==== Entries provided

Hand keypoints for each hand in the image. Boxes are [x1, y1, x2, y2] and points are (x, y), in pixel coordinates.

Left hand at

========
==== Entries provided

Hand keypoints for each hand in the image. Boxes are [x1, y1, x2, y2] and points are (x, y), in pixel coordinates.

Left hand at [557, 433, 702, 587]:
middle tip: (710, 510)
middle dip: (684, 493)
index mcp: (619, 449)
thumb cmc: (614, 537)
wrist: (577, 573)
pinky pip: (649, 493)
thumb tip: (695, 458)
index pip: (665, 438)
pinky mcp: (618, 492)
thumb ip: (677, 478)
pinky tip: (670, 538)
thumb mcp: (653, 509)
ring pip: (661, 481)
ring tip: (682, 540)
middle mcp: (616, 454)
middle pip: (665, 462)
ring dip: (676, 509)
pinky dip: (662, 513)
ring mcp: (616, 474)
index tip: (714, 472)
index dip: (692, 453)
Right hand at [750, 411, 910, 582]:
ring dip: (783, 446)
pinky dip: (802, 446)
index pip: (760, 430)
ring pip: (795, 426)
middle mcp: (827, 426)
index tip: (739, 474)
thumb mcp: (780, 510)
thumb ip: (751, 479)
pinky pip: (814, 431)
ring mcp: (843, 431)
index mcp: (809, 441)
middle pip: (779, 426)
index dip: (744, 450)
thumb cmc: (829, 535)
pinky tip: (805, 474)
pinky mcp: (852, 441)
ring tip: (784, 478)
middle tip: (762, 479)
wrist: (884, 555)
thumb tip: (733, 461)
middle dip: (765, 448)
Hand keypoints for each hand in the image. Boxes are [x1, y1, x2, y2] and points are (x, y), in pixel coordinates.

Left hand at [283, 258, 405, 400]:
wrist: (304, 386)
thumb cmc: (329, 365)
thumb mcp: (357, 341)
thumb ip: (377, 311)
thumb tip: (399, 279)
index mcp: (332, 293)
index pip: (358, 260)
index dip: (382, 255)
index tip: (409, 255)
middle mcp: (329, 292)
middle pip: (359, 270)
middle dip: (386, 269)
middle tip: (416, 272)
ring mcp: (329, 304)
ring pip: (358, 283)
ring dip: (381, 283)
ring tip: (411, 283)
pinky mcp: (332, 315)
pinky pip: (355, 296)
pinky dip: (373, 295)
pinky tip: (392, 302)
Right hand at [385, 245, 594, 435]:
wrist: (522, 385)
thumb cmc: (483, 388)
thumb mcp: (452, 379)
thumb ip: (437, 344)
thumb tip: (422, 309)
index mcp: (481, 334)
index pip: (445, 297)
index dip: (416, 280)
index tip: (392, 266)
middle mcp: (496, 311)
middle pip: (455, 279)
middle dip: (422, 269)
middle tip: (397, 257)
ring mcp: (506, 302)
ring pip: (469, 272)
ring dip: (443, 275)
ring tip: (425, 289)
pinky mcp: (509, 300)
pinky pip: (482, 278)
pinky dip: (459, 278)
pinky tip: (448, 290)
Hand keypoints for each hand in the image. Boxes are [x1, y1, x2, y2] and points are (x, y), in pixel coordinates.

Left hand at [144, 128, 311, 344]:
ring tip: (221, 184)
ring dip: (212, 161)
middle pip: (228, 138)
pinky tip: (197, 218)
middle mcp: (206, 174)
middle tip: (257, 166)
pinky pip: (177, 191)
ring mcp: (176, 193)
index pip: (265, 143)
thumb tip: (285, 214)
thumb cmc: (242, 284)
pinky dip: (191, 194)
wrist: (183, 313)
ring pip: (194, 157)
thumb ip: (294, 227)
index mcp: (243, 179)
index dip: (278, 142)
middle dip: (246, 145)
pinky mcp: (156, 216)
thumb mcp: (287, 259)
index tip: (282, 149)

========
==== Entries provided

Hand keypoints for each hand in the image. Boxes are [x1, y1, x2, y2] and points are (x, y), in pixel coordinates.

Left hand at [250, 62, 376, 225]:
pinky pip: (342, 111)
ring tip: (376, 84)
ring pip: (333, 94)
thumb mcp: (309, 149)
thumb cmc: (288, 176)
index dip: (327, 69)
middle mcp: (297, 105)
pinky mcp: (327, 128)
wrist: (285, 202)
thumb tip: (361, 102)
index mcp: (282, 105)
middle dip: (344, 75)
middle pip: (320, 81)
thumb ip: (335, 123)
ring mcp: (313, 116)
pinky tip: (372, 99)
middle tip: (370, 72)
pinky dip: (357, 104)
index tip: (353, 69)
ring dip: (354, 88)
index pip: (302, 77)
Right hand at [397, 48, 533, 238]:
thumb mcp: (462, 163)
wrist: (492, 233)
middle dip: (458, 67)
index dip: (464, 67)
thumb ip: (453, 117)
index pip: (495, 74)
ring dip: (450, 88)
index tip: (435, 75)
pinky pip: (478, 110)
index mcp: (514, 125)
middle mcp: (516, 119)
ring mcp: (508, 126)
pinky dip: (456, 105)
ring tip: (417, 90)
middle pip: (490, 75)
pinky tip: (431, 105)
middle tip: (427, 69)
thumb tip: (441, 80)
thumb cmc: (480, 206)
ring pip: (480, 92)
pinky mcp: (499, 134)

========

— Problem details —
Return only the part of the records above that opens with the line containing "pinky mcp: (332, 315)" and closes with the line containing "pinky dip: (459, 278)", ends included.

— Answer space —
pinky mcp: (332, 315)
pinky pip: (355, 296)
pinky dip: (373, 295)
pinky tip: (392, 302)
Right hand at [385, 245, 594, 435]:
wrist: (522, 385)
thumb cmc: (483, 388)
thumb mcp: (452, 379)
thumb ip: (437, 344)
thumb tip: (422, 309)
index mcp: (481, 334)
index pip: (445, 297)
index dip: (416, 280)
index tip: (392, 266)
middle mcp: (496, 311)
middle pip: (455, 279)
middle dip: (422, 269)
middle tip: (397, 257)
ring mcp: (506, 302)
ring pip: (469, 272)
ring dip: (443, 275)
ring tip: (425, 289)
pinky mcp: (509, 300)
pinky pip: (482, 278)
pinky dip: (459, 278)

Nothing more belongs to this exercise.